In other news, we have learned that ~95% of eligible Sunnis have registered to vote in the upcoming elections.

Cheers,
Daiwa
on Oct 02, 2005
Today the Philadelphia Inquirer has a story by Tom Lasseter about the situation in Iraq which is more accurate and anything we are hearing from the Bush administration.


I'm impressed. How did you discover that that particular story is more accurate than anything we are hearing from the administration?

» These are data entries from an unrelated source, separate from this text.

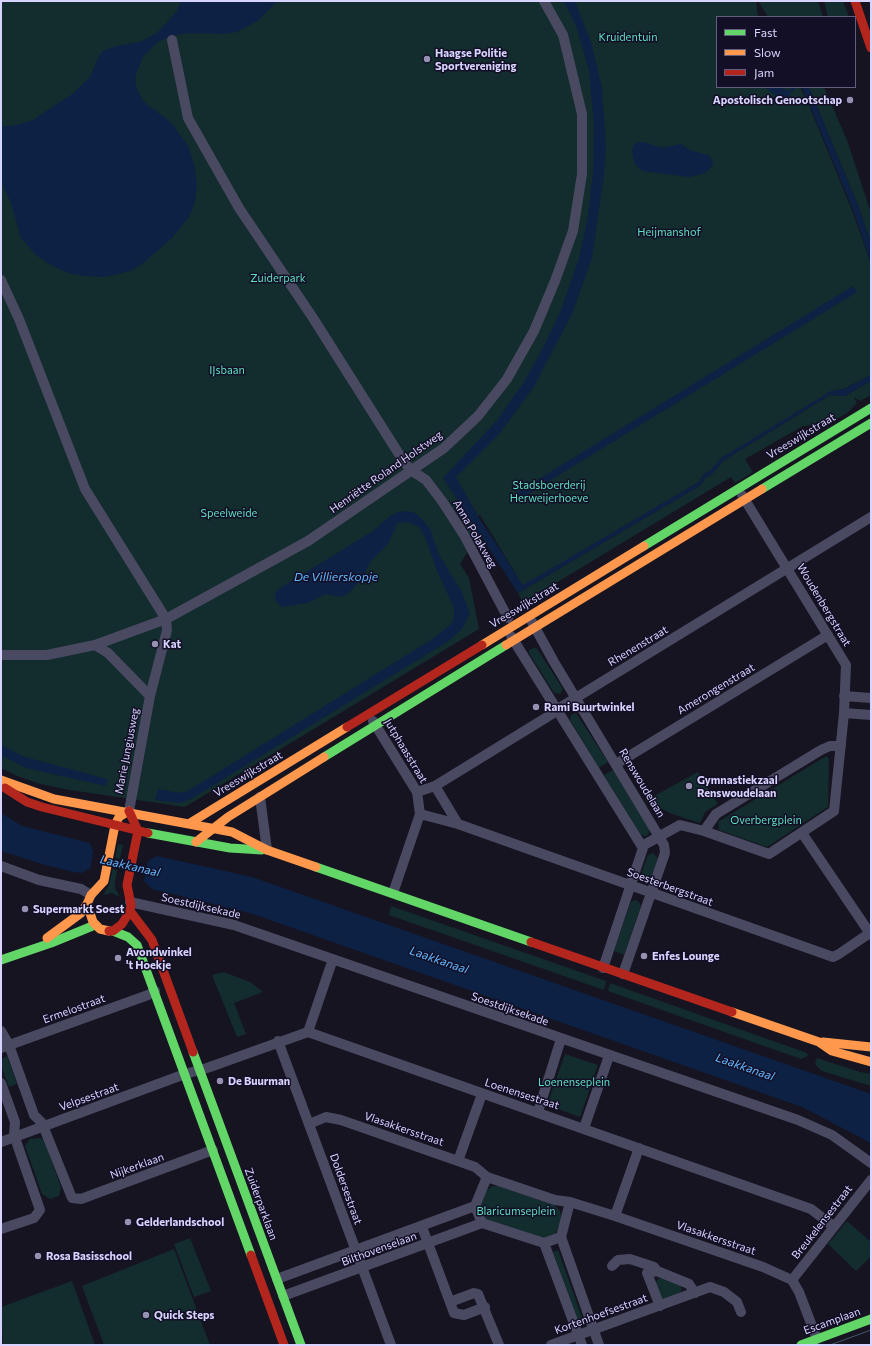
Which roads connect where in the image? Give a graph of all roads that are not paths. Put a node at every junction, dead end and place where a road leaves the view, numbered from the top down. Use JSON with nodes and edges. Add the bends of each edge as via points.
{"nodes":[{"id":1,"x":544,"y":1,"type":"edge"},
{"id":2,"x":855,"y":1,"type":"edge"},
{"id":3,"x":172,"y":40,"type":"dead end"},
{"id":4,"x":871,"y":48,"type":"edge"},
{"id":5,"x":1,"y":280,"type":"edge"},
{"id":6,"x":867,"y":410,"type":"edge"},
{"id":7,"x":871,"y":424,"type":"edge"},
{"id":8,"x":412,"y":471,"type":"junction"},
{"id":9,"x":738,"y":489,"type":"junction"},
{"id":10,"x":744,"y":499,"type":"junction"},
{"id":11,"x":871,"y":517,"type":"edge"},
{"id":12,"x":788,"y":568,"type":"junction"},
{"id":13,"x":528,"y":616,"type":"junction"},
{"id":14,"x":508,"y":618,"type":"dead end"},
{"id":15,"x":166,"y":619,"type":"junction"},
{"id":16,"x":535,"y":627,"type":"junction"},
{"id":17,"x":507,"y":629,"type":"junction"},
{"id":18,"x":828,"y":635,"type":"junction"},
{"id":19,"x":514,"y":640,"type":"junction"},
{"id":20,"x":96,"y":645,"type":"junction"},
{"id":21,"x":1,"y":654,"type":"edge"},
{"id":22,"x":150,"y":696,"type":"junction"},
{"id":23,"x":844,"y":696,"type":"junction"},
{"id":24,"x":576,"y":698,"type":"junction"},
{"id":25,"x":871,"y":698,"type":"edge"},
{"id":26,"x":556,"y":710,"type":"junction"},
{"id":27,"x":844,"y":713,"type":"junction"},
{"id":28,"x":369,"y":714,"type":"junction"},
{"id":29,"x":871,"y":715,"type":"edge"},
{"id":30,"x":376,"y":725,"type":"junction"},
{"id":31,"x":841,"y":746,"type":"junction"},
{"id":32,"x":616,"y":764,"type":"junction"},
{"id":33,"x":1,"y":780,"type":"edge"},
{"id":34,"x":1,"y":784,"type":"edge"},
{"id":35,"x":435,"y":786,"type":"junction"},
{"id":36,"x":417,"y":792,"type":"junction"},
{"id":37,"x":260,"y":797,"type":"junction"},
{"id":38,"x":129,"y":811,"type":"junction"},
{"id":39,"x":420,"y":814,"type":"junction"},
{"id":40,"x":190,"y":823,"type":"junction"},
{"id":41,"x":114,"y":824,"type":"junction"},
{"id":42,"x":458,"y":824,"type":"junction"},
{"id":43,"x":213,"y":827,"type":"junction"},
{"id":44,"x":138,"y":831,"type":"junction"},
{"id":45,"x":704,"y":831,"type":"junction"},
{"id":46,"x":802,"y":833,"type":"junction"},
{"id":47,"x":660,"y":835,"type":"junction"},
{"id":48,"x":196,"y":842,"type":"junction"},
{"id":49,"x":642,"y":846,"type":"junction"},
{"id":50,"x":267,"y":850,"type":"junction"},
{"id":51,"x":1,"y":866,"type":"edge"},
{"id":52,"x":632,"y":886,"type":"junction"},
{"id":53,"x":95,"y":892,"type":"junction"},
{"id":54,"x":652,"y":892,"type":"junction"},
{"id":55,"x":393,"y":894,"type":"junction"},
{"id":56,"x":130,"y":903,"type":"junction"},
{"id":57,"x":87,"y":904,"type":"junction"},
{"id":58,"x":95,"y":925,"type":"junction"},
{"id":59,"x":113,"y":932,"type":"junction"},
{"id":60,"x":871,"y":934,"type":"edge"},
{"id":61,"x":41,"y":944,"type":"junction"},
{"id":62,"x":333,"y":959,"type":"junction"},
{"id":63,"x":1,"y":960,"type":"edge"},
{"id":64,"x":603,"y":968,"type":"junction"},
{"id":65,"x":623,"y":974,"type":"junction"},
{"id":66,"x":152,"y":993,"type":"junction"},
{"id":67,"x":1,"y":1031,"type":"edge"},
{"id":68,"x":308,"y":1032,"type":"junction"},
{"id":69,"x":561,"y":1040,"type":"junction"},
{"id":70,"x":278,"y":1041,"type":"junction"},
{"id":71,"x":819,"y":1042,"type":"junction"},
{"id":72,"x":5,"y":1046,"type":"edge"},
{"id":73,"x":871,"y":1047,"type":"edge"},
{"id":74,"x":609,"y":1056,"type":"junction"},
{"id":75,"x":871,"y":1062,"type":"edge"},
{"id":76,"x":200,"y":1070,"type":"junction"},
{"id":77,"x":182,"y":1075,"type":"junction"},
{"id":78,"x":1,"y":1083,"type":"edge"},
{"id":79,"x":482,"y":1094,"type":"junction"},
{"id":80,"x":538,"y":1112,"type":"junction"},
{"id":81,"x":309,"y":1124,"type":"junction"},
{"id":82,"x":44,"y":1127,"type":"junction"},
{"id":83,"x":584,"y":1128,"type":"junction"},
{"id":84,"x":15,"y":1138,"type":"junction"},
{"id":85,"x":1,"y":1142,"type":"edge"},
{"id":86,"x":639,"y":1148,"type":"junction"},
{"id":87,"x":209,"y":1152,"type":"junction"},
{"id":88,"x":458,"y":1161,"type":"junction"},
{"id":89,"x":871,"y":1163,"type":"edge"},
{"id":90,"x":487,"y":1177,"type":"junction"},
{"id":91,"x":871,"y":1180,"type":"edge"},
{"id":92,"x":570,"y":1202,"type":"junction"},
{"id":93,"x":475,"y":1206,"type":"junction"},
{"id":94,"x":615,"y":1216,"type":"junction"},
{"id":95,"x":482,"y":1223,"type":"junction"},
{"id":96,"x":833,"y":1226,"type":"junction"},
{"id":97,"x":422,"y":1227,"type":"junction"},
{"id":98,"x":1,"y":1229,"type":"edge"},
{"id":99,"x":561,"y":1238,"type":"junction"},
{"id":100,"x":428,"y":1243,"type":"junction"},
{"id":101,"x":544,"y":1243,"type":"junction"},
{"id":102,"x":356,"y":1251,"type":"junction"},
{"id":103,"x":612,"y":1266,"type":"dead end"},
{"id":104,"x":362,"y":1268,"type":"junction"},
{"id":105,"x":657,"y":1271,"type":"junction"},
{"id":106,"x":277,"y":1279,"type":"junction"},
{"id":107,"x":792,"y":1280,"type":"junction"},
{"id":108,"x":695,"y":1293,"type":"junction"},
{"id":109,"x":283,"y":1296,"type":"junction"},
{"id":110,"x":450,"y":1302,"type":"junction"},
{"id":111,"x":660,"y":1306,"type":"junction"},
{"id":112,"x":485,"y":1307,"type":"junction"},
{"id":113,"x":741,"y":1312,"type":"dead end"},
{"id":114,"x":871,"y":1319,"type":"edge"},
{"id":115,"x":594,"y":1330,"type":"junction"},
{"id":116,"x":578,"y":1335,"type":"junction"},
{"id":117,"x":817,"y":1339,"type":"junction"},
{"id":118,"x":284,"y":1345,"type":"edge"},
{"id":119,"x":301,"y":1345,"type":"edge"},
{"id":120,"x":391,"y":1345,"type":"edge"},
{"id":121,"x":499,"y":1345,"type":"edge"},
{"id":122,"x":551,"y":1345,"type":"edge"},
{"id":123,"x":582,"y":1345,"type":"edge"},
{"id":124,"x":599,"y":1345,"type":"edge"},
{"id":125,"x":801,"y":1345,"type":"edge"}],
"edges":[{"from":1,"to":8,"type":"street","name":"Henriëtte Roland Holstweg","via":[[563,35],[582,114],[582,174],[572,231],[534,331],[506,379],[478,416],[444,448]]},
{"from":2,"to":4,"type":"main road"},
{"from":3,"to":8,"type":"street","name":"Anna Polakweg","via":[[188,118],[239,208]]},
{"from":5,"to":15,"type":"street","via":[[19,319],[84,489]]},
{"from":6,"to":7,"type":"street"},
{"from":6,"to":9,"type":"main road","name":"Vreeswijkstraat"},
{"from":7,"to":10,"type":"main road"},
{"from":8,"to":14,"type":"street","name":"Anna Polakweg","via":[[426,480],[442,501],[464,535]]},
{"from":8,"to":15,"type":"street","name":"Henriëtte Roland Holstweg","via":[[308,541]]},
{"from":9,"to":10,"type":"street","name":"Woudenbergstraat"},
{"from":9,"to":13,"type":"main road","name":"Vreeswijkstraat"},
{"from":10,"to":12,"type":"street","name":"Woudenbergstraat"},
{"from":10,"to":16,"type":"main road"},
{"from":11,"to":12,"type":"street","name":"Rhenenstraat"},
{"from":12,"to":18,"type":"street","name":"Woudenbergstraat"},
{"from":12,"to":24,"type":"street","name":"Rhenenstraat"},
{"from":13,"to":16,"type":"street","name":"Renswoudelaan"},
{"from":13,"to":17,"type":"main road","name":"Vreeswijkstraat"},
{"from":15,"to":20,"type":"street","name":"Henriëtte Roland Holstweg"},
{"from":15,"to":22,"type":"street","name":"Marie Jungiusweg","via":[[167,630]]},
{"from":16,"to":19,"type":"main road"},
{"from":16,"to":24,"type":"street","name":"Renswoudelaan"},
{"from":17,"to":19,"type":"street"},
{"from":17,"to":28,"type":"main road","name":"Vreeswijkstraat"},
{"from":18,"to":23,"type":"street","name":"Woudenbergstraat","via":[[846,666]]},
{"from":18,"to":32,"type":"street","name":"Amerongenstraat"},
{"from":19,"to":26,"type":"street"},
{"from":19,"to":30,"type":"main road"},
{"from":20,"to":21,"type":"street","name":"Henriëtte Roland Holstweg","via":[[47,655]]},
{"from":20,"to":22,"type":"street","name":"Marie Jungiusweg"},
{"from":22,"to":38,"type":"street","name":"Marie Jungiusweg"},
{"from":23,"to":25,"type":"street"},
{"from":23,"to":27,"type":"street","name":"Woudenbergstraat"},
{"from":24,"to":26,"type":"street","name":"Rhenenstraat"},
{"from":24,"to":32,"type":"street","name":"Renswoudelaan"},
{"from":26,"to":35,"type":"street","name":"Rhenenstraat"},
{"from":26,"to":49,"type":"street"},
{"from":27,"to":29,"type":"street"},
{"from":27,"to":31,"type":"street","name":"Woudenbergstraat"},
{"from":28,"to":30,"type":"street","name":"Jutphaasstraat"},
{"from":28,"to":40,"type":"main road","name":"Vreeswijkstraat"},
{"from":30,"to":36,"type":"street","name":"Jutphaasstraat"},
{"from":30,"to":37,"type":"main road"},
{"from":31,"to":45,"type":"street","via":[[830,746],[821,750],[716,814]]},
{"from":31,"to":46,"type":"street","name":"Woudenbergstraat","via":[[834,811]]},
{"from":32,"to":47,"type":"street","name":"Renswoudelaan"},
{"from":33,"to":38,"type":"main road","via":[[54,799]]},
{"from":34,"to":41,"type":"main road","via":[[27,802]]},
{"from":35,"to":36,"type":"street","name":"Rhenenstraat"},
{"from":35,"to":42,"type":"street"},
{"from":36,"to":39,"type":"street","name":"Jutphaasstraat"},
{"from":37,"to":43,"type":"main road"},
{"from":37,"to":50,"type":"street"},
{"from":38,"to":40,"type":"main road"},
{"from":38,"to":41,"type":"main road"},
{"from":38,"to":44,"type":"main road"},
{"from":39,"to":42,"type":"street","name":"Soesterbergstraat"},
{"from":39,"to":55,"type":"street","name":"Jutphaasstraat"},
{"from":40,"to":43,"type":"main road"},
{"from":41,"to":44,"type":"main road"},
{"from":41,"to":53,"type":"main road","via":[[108,868],[104,881]]},
{"from":42,"to":52,"type":"street","name":"Soesterbergstraat"},
{"from":43,"to":48,"type":"main road"},
{"from":43,"to":50,"type":"main road","via":[[239,835]]},
{"from":44,"to":48,"type":"main road"},
{"from":44,"to":56,"type":"main road","via":[[127,884]]},
{"from":45,"to":46,"type":"street","name":"Woudenbergstraat","via":[[769,854]]},
{"from":45,"to":47,"type":"street","name":"Woudenbergstraat","via":[[680,825]]},
{"from":46,"to":60,"type":"street"},
{"from":47,"to":49,"type":"street","name":"Woudenbergstraat"},
{"from":47,"to":54,"type":"street","name":"Renswoudelaan","via":[[665,853]]},
{"from":48,"to":50,"type":"main road","via":[[230,848]]},
{"from":49,"to":52,"type":"street"},
{"from":50,"to":55,"type":"main road"},
{"from":51,"to":53,"type":"street","via":[[39,880]]},
{"from":52,"to":54,"type":"street","name":"Soesterbergstraat"},
{"from":52,"to":64,"type":"street"},
{"from":53,"to":57,"type":"main road"},
{"from":54,"to":60,"type":"street","name":"Soesterbergstraat","via":[[833,957]]},
{"from":54,"to":65,"type":"street","name":"Renswoudelaan"},
{"from":55,"to":64,"type":"main road"},
{"from":56,"to":59,"type":"main road","via":[[125,922]]},
{"from":56,"to":62,"type":"street","name":"Soestdijksekade","via":[[234,925]]},
{"from":56,"to":76,"type":"main road","name":"Zuiderparklaan","via":[[152,940]]},
{"from":57,"to":58,"type":"main road"},
{"from":57,"to":61,"type":"main road","via":[[81,914]]},
{"from":58,"to":59,"type":"main road"},
{"from":58,"to":61,"type":"main road","via":[[51,943]]},
{"from":59,"to":66,"type":"main road","via":[[128,937],[137,945]]},
{"from":61,"to":63,"type":"main road"},
{"from":62,"to":68,"type":"street"},
{"from":62,"to":69,"type":"street","name":"Soestdijksekade"},
{"from":64,"to":65,"type":"main road"},
{"from":65,"to":71,"type":"main road"},
{"from":66,"to":72,"type":"street","name":"Ermelostraat"},
{"from":66,"to":77,"type":"main road"},
{"from":67,"to":72,"type":"street"},
{"from":68,"to":70,"type":"street"},
{"from":68,"to":79,"type":"street","name":"Loenensestraat"},
{"from":69,"to":74,"type":"street","name":"Soestdijksekade"},
{"from":69,"to":80,"type":"street"},
{"from":70,"to":76,"type":"street"},
{"from":70,"to":81,"type":"street","name":"Doldersestraat"},
{"from":71,"to":73,"type":"main road"},
{"from":71,"to":75,"type":"main road","via":[[832,1051]]},
{"from":72,"to":82,"type":"street","via":[[34,1115]]},
{"from":74,"to":83,"type":"street"},
{"from":74,"to":89,"type":"street","name":"Soestdijksekade","via":[[798,1120],[832,1135]]},
{"from":76,"to":77,"type":"street"},
{"from":76,"to":106,"type":"main road","name":"Zuiderparklaan"},
{"from":77,"to":82,"type":"street","name":"Velpsestraat"},
{"from":77,"to":87,"type":"main road"},
{"from":78,"to":84,"type":"street","via":[[15,1122]]},
{"from":79,"to":80,"type":"street","name":"Loenensestraat"},
{"from":79,"to":88,"type":"street"},
{"from":80,"to":83,"type":"street","name":"Loenensestraat"},
{"from":81,"to":88,"type":"street","name":"Vlasakkersstraat","via":[[326,1117],[333,1118]]},
{"from":81,"to":102,"type":"street","name":"Doldersestraat"},
{"from":82,"to":84,"type":"street","name":"Velpsestraat"},
{"from":82,"to":87,"type":"street","name":"Nijkerklaan","via":[[70,1196],[74,1199],[81,1199]]},
{"from":83,"to":86,"type":"street","name":"Loenensestraat"},
{"from":84,"to":85,"type":"street","name":"Velpsestraat"},
{"from":84,"to":98,"type":"street","via":[[40,1207],[34,1218]]},
{"from":86,"to":94,"type":"street"},
{"from":86,"to":96,"type":"street","name":"Loenensestraat","via":[[811,1208]]},
{"from":87,"to":118,"type":"main road"},
{"from":88,"to":90,"type":"street","name":"Vlasakkersstraat","via":[[475,1168]]},
{"from":90,"to":92,"type":"street","via":[[555,1200]]},
{"from":90,"to":93,"type":"street"},
{"from":91,"to":96,"type":"street","name":"Breukelensestraat"},
{"from":92,"to":94,"type":"street","name":"Vlasakkersstraat"},
{"from":92,"to":99,"type":"street"},
{"from":93,"to":95,"type":"street"},
{"from":93,"to":97,"type":"street","name":"Bilthovenselaan"},
{"from":94,"to":107,"type":"street","name":"Vlasakkersstraat","via":[[763,1267]]},
{"from":95,"to":100,"type":"street","name":"Bilthovenselaan"},
{"from":95,"to":101,"type":"street"},
{"from":96,"to":107,"type":"street","name":"Breukelensestraat"},
{"from":97,"to":100,"type":"street"},
{"from":97,"to":102,"type":"street","name":"Bilthovenselaan"},
{"from":99,"to":101,"type":"street"},
{"from":99,"to":115,"type":"street"},
{"from":100,"to":104,"type":"street","name":"Bilthovenselaan"},
{"from":100,"to":110,"type":"street"},
{"from":101,"to":116,"type":"street"},
{"from":102,"to":104,"type":"street","name":"Doldersestraat"},
{"from":102,"to":106,"type":"street","name":"Bilthovenselaan"},
{"from":103,"to":105,"type":"street","via":[[618,1260],[630,1259],[654,1267]]},
{"from":104,"to":109,"type":"street","name":"Bilthovenselaan"},
{"from":104,"to":120,"type":"street","name":"Doldersestraat"},
{"from":105,"to":108,"type":"street","via":[[689,1284]]},
{"from":105,"to":111,"type":"street","name":"Kortenhoefsestraat","via":[[647,1273]]},
{"from":106,"to":109,"type":"main road","name":"Zuiderparklaan"},
{"from":107,"to":117,"type":"street","via":[[800,1292]]},
{"from":108,"to":111,"type":"street","name":"Kortenhoefsestraat"},
{"from":108,"to":113,"type":"street","name":"Kortenhoefsestraat","via":[[710,1287],[724,1292],[737,1302]]},
{"from":109,"to":119,"type":"main road","name":"Zuiderparklaan"},
{"from":110,"to":112,"type":"street","via":[[454,1313],[460,1315]]},
{"from":110,"to":112,"type":"street","via":[[474,1293],[481,1296]]},
{"from":111,"to":115,"type":"street","name":"Kortenhoefsestraat"},
{"from":112,"to":121,"type":"street"},
{"from":114,"to":117,"type":"main road","name":"Escamplaan"},
{"from":115,"to":116,"type":"street","name":"Kortenhoefsestraat"},
{"from":115,"to":124,"type":"street"},
{"from":116,"to":122,"type":"street","name":"Kortenhoefsestraat"},
{"from":116,"to":123,"type":"street"},
{"from":117,"to":125,"type":"main road","name":"Escamplaan"}]}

Did it just happen to match your expectations?
on Oct 02, 2005
Col. Tukhachevsky, I agree with you that the War is a nightmare. Even more disheartening is the news that now only one battallion of Iraqis is capable of operating independently of US forces. I haven't yet heard a solution from you, however. My solution would be to declare to Jafaari privately that we intend to withdraw very soon from Iraq, and he better get his act together or he's SOL. Then launch sweeping offensives against ALL major Sunni centers simultaneously. Fallujah, Ramadi, Samarra, etc. The only problem is it can't be done with 135,000 troops, of whom probably only half are even combat troops. At least 350,000 and maybe more than 500,000. The problem is our military isn't big enough for that task. What can be more frustrating than to fight for a city, to later abandon it, and for it to fall under enemy control again because there aren't enough troops? And also unacceptable, at least to me, is that Baghdad is not secure. Even in Vietnam Saigon wasn't like this.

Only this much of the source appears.